While motorcycle shopping, as any wildly successful young rapper might, XXXTentacion, born Jahseh Dwayne Onfroy, was sitting in his car when he was approached and shot by an unknown gunman. Before fleeing the scene in a black SUV, the assailant made out with X’s Louis Vuitton bag, presumably containing a large sum of cash. In a graphic video released just minutes after the attack, sirens blare in the distance as a crowd gathers. One man is seen desperately and unsuccessfully searching for a pulse. Although initially reported to be in critical condition, his death was later confirmed by the Broward County Sheriff’s Department.
Losing anyone to violent crime is tragic; losing someone so young and full of potential is heart-rending. Celebrities and fellow rappers took to social media to offer their condolences immediately following the news.
Kanye West was among the first to respond via Twitter saying, “rest in peace I never told you how much you inspired me when you were here thank you for existing.”

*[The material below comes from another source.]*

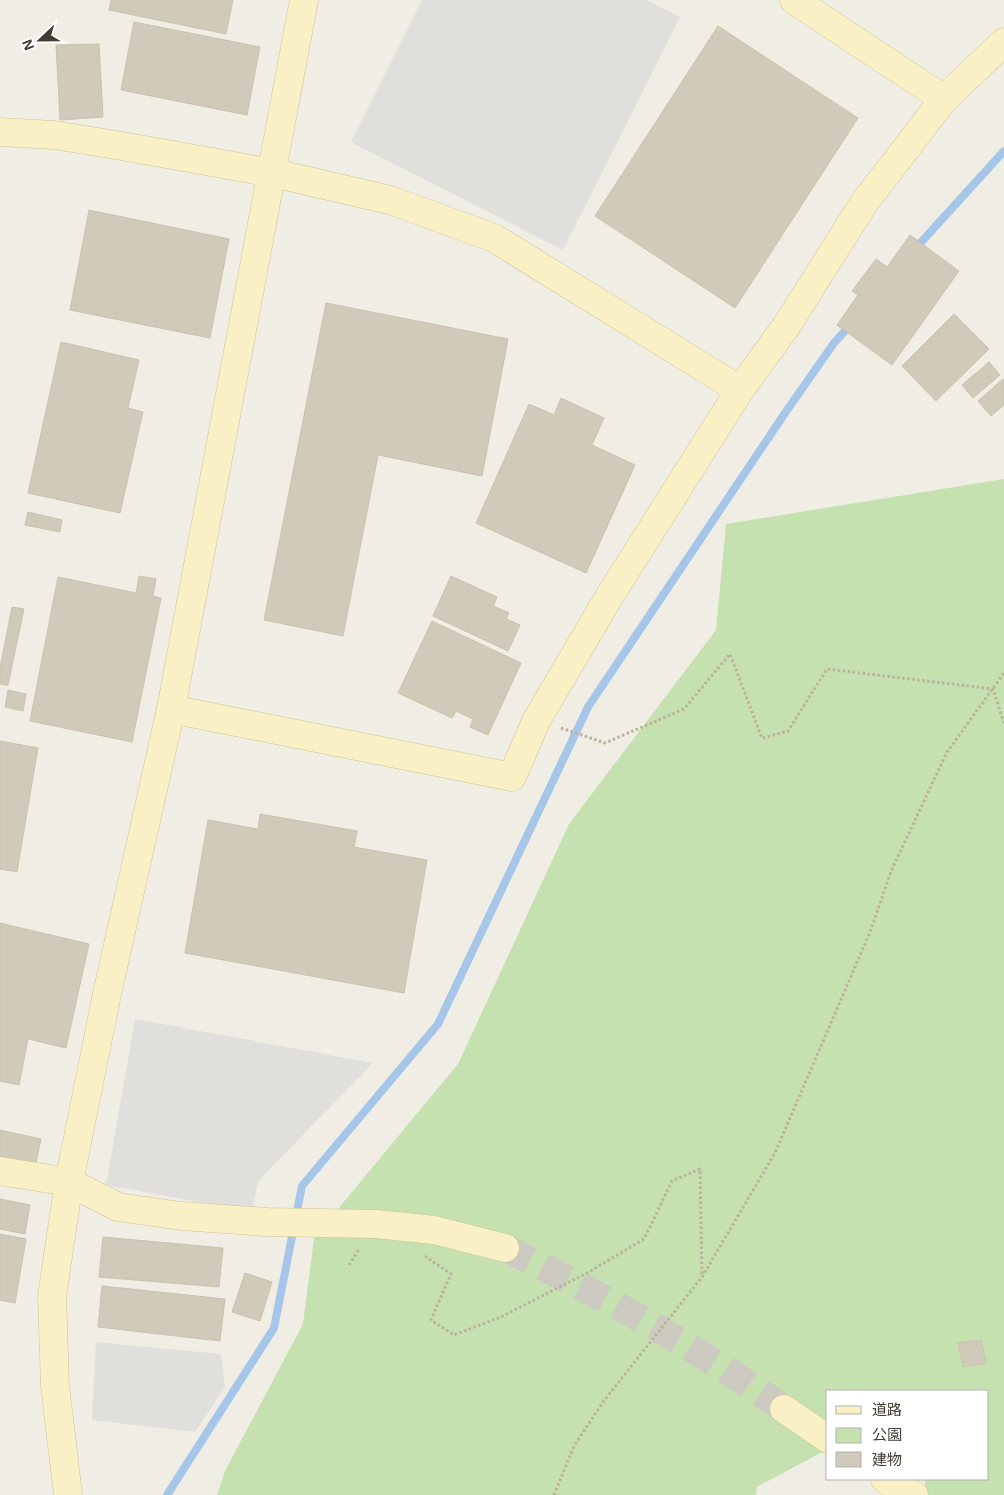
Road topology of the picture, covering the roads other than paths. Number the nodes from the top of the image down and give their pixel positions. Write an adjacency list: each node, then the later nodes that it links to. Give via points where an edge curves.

Big Sean offered one of the more thoughtful takes on X’s early departure tweeting, “My heart dropped when I heard about @xxxtentacion, I feel like we only got to see a glimpse of his artistry. I didn’t know him personally but I respect how passionate he was about his music and message. Nobody deserves this kind of ending. gone too soon, damn! RIP.”
Others were not as kind in their recollections of Onfroy. His legacy was controversial to say the least, tainted or perhaps propped-up by his continual run-ins with the law. Many criticized him for condoning violence and drug use while simultaneously and hypocritically preaching messages of peace and love in various ranting videos posted online. In July 2016, Onfroy was arrested with charges of robbery and assault with a deadly weapon. At the time of his death, he was awaiting trial for a domestic violence incident involving his pregnant girlfriend.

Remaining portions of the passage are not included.